まったく【完く、全く】
- すっかり。完全に。
- 全く新しい世界が開ける。
- 全く同じだ。
- まったくの素人。
- (打消しの表現と呼応し、打消しの度合いを強調)少しも、全然、まるで。
- そんな事実はまったくない。
- 「釣れましたか」「いえ、まったく(釣れなかった)」。
- (評価について消極的表現と呼応し、消極の度合いを強調)全然。
- (評価の方向性と無関係にその度合いを強調)たいへん、全然。実に。本当に。間違いなく。

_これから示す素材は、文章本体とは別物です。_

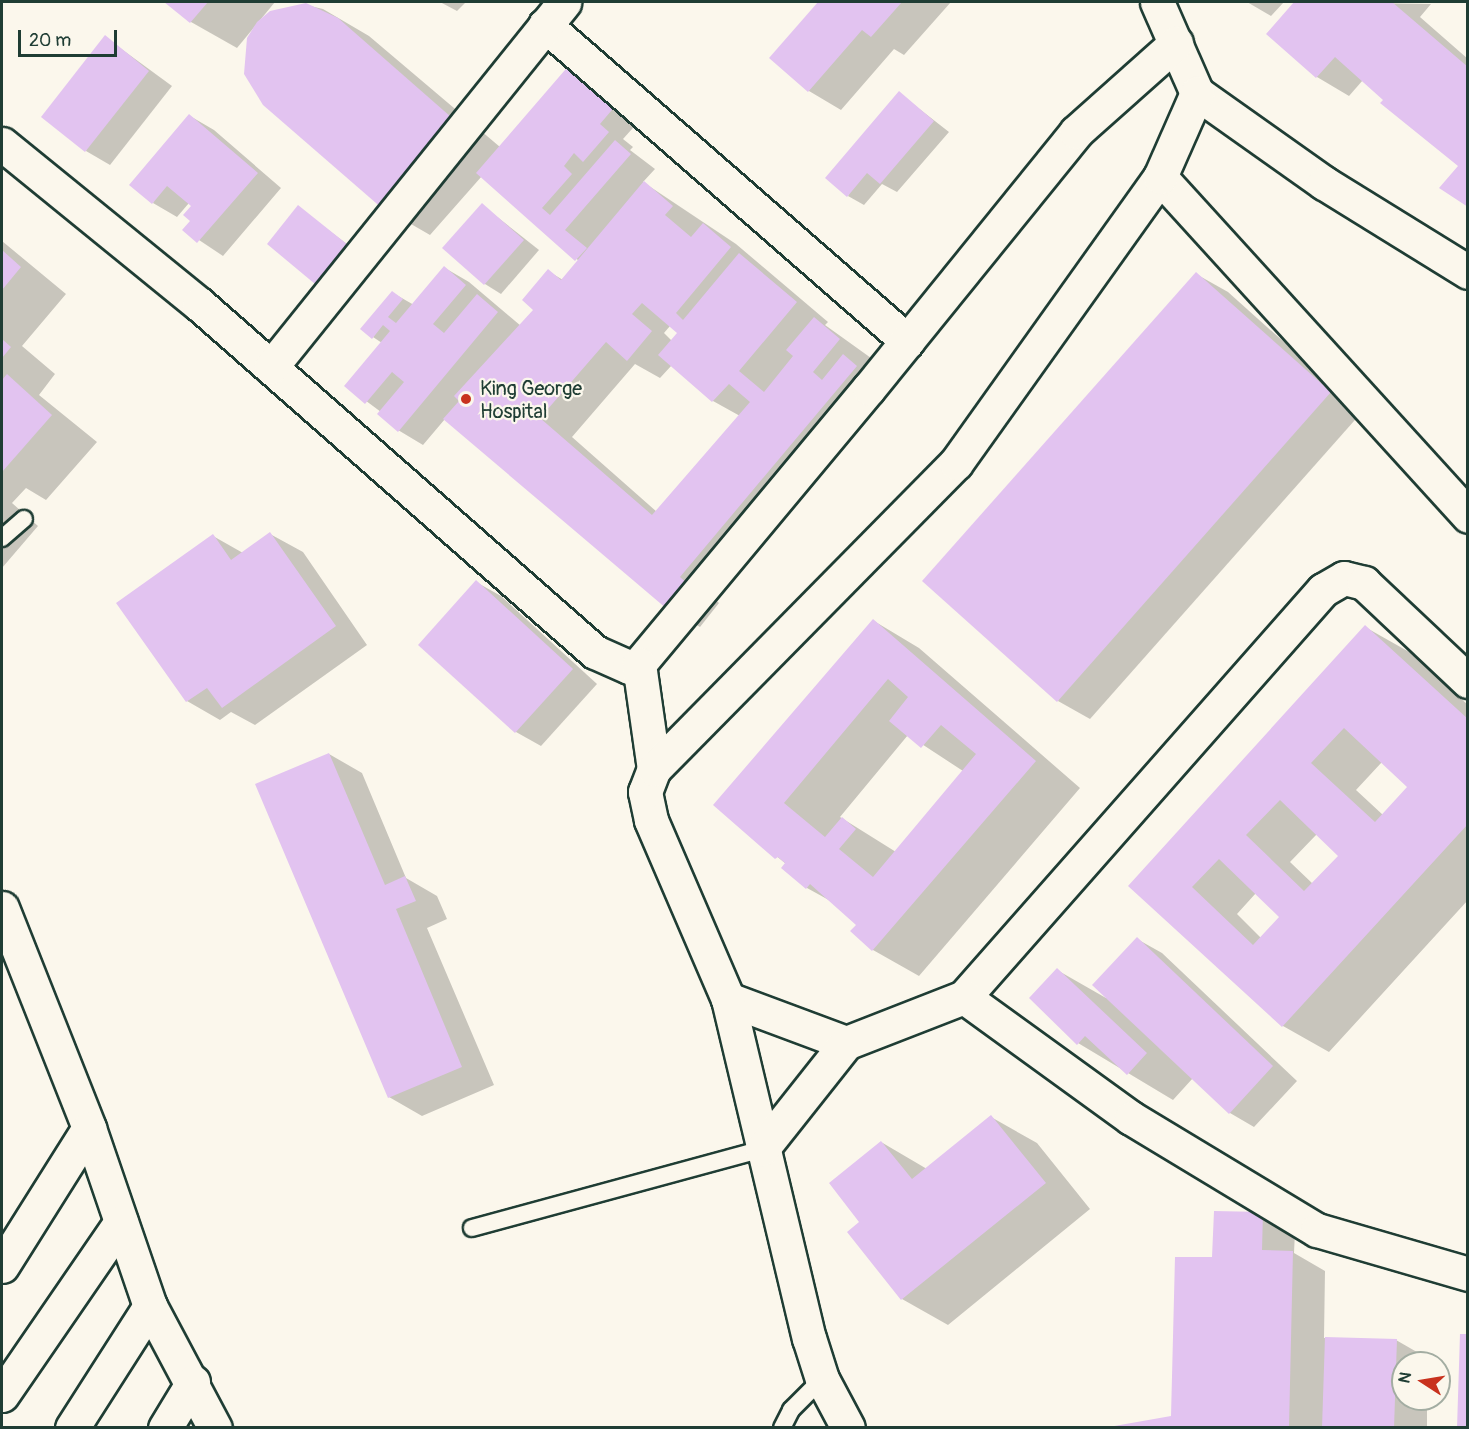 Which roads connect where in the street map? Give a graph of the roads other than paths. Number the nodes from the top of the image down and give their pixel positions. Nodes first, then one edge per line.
1 (1157, 2) edge
2 (554, 13) edge
3 (1176, 43) junction
4 (1197, 93) junction
5 (2, 144) edge
6 (1160, 177) junction
7 (1467, 272) edge
8 (907, 341) junction
9 (271, 367) junction
10 (1467, 516) edge
11 (24, 519) dead end
12 (2, 538) edge
13 (639, 664) junction
14 (1467, 681) edge
15 (654, 769) junction
16 (2, 908) edge
17 (964, 997) junction
18 (728, 999) junction
19 (846, 1043) junction
20 (88, 1128) junction
21 (762, 1149) junction
22 (121, 1222) junction
23 (472, 1228) dead end
24 (2, 1266) edge
25 (1467, 1275) edge
26 (150, 1306) junction
27 (822, 1379) junction
28 (193, 1382) junction
29 (2, 1395) edge
30 (72, 1428) edge
31 (165, 1428) edge
32 (215, 1428) edge
33 (782, 1428) edge
34 (848, 1428) edge

1 - 3 street
2 - 8 street
2 - 9 street
3 - 4 street
3 - 8 street
4 - 6 street
4 - 7 street
5 - 9 street
6 - 10 street
6 - 15 street
8 - 13 street
9 - 13 street
11 - 12 lane
13 - 15 street
14 - 17 street
15 - 18 street
16 - 20 street
17 - 19 street
17 - 25 street
18 - 19 street
18 - 21 street
19 - 21 street
20 - 22 street
20 - 24 street
21 - 23 lane
21 - 27 street
22 - 26 street
22 - 29 street
26 - 28 street
26 - 30 street
27 - 33 lane
27 - 34 street
28 - 31 street
28 - 32 street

- めの前もくらむやうに急ぎました。あんまり急ぎすぎたのでそれはながくつゞきませんでした。雪がまったくひどくなって来た方も行く方もまるで見えず二人のからだもまっ白になりました。そして楢夫が泣いていきなり一郎にしがみつきました。(宮沢賢治 『ひかりの素足』)
- 彼の横顔を恍惚(ほれぼれ)と遙(はるか)に見入りたりしが、遂(つひ)に思堪(おもひた)へざらんやうに呻(うめ)き出(いだ)せり。「好(い)い、好い、全く好い! 馬士(まご)にも衣裳(いしよう)と謂(い)ふけれど、美(うつくし)いのは衣裳には及ばんね。物それ自(みづか)らが美いのだもの、着物などはどうでも可(い)い、実は何も着てをらんでも可い」(尾崎紅葉『金色夜叉』1897年)
- それはまったく素晴らしいことです。
- まったく、よくやってくれたよ。(認めたくは無いが、現実として起こっているニュアンス)
- 強調の用法としては、「全然」「まるで」「てんで」同様、打消しの表現に伴うものが正しいものとされる、それに引き続き消極表現に関する用法がしばしば見られるようになり、それが、単なる強調の表現となる。後者によるほど、誤用との印象をもたれがちとなる。ただし、「まったく」の場合、「実に」の意味で用いられる場合は、元来、打消し表現と無関係である。
まったく【完く、全く】
- (迷惑や不快感などを表出する。その対処にまず自らがあたることを言外に含むことがある)
- フィロ・ヴァンスなる迷探偵が何かにつけて低脳そのものゝ智者ぶりを発揮する。まったく、こゝまで超人的明察となると、これは低脳と云わざるを得ない。(坂口安吾『探偵小説を截る』)
- うるせえよっまったく!(三好十郎『樹氷』)
- (「まったく」のほか「まったくだ」などの形で、強い同意を表す)
- 「そういう軍服では熱帯では重たすぎますね」と、旅行者は将校が予想していたように装置のことをたずねるかわりに、そういった。/「まったくです」と、将校はいって、油脂で汚れた両手を用意されてあるバケツで洗った。(フランツ・カフカ 原田義人訳『流刑地で』)
- (語義1)「まったく、何をするんだ」「まったく、困ったものだ」「まったく、あきれた」などの表現の略であろう。
- (語義2)「まったくそのとおり」「まったくそうだ」などの略か。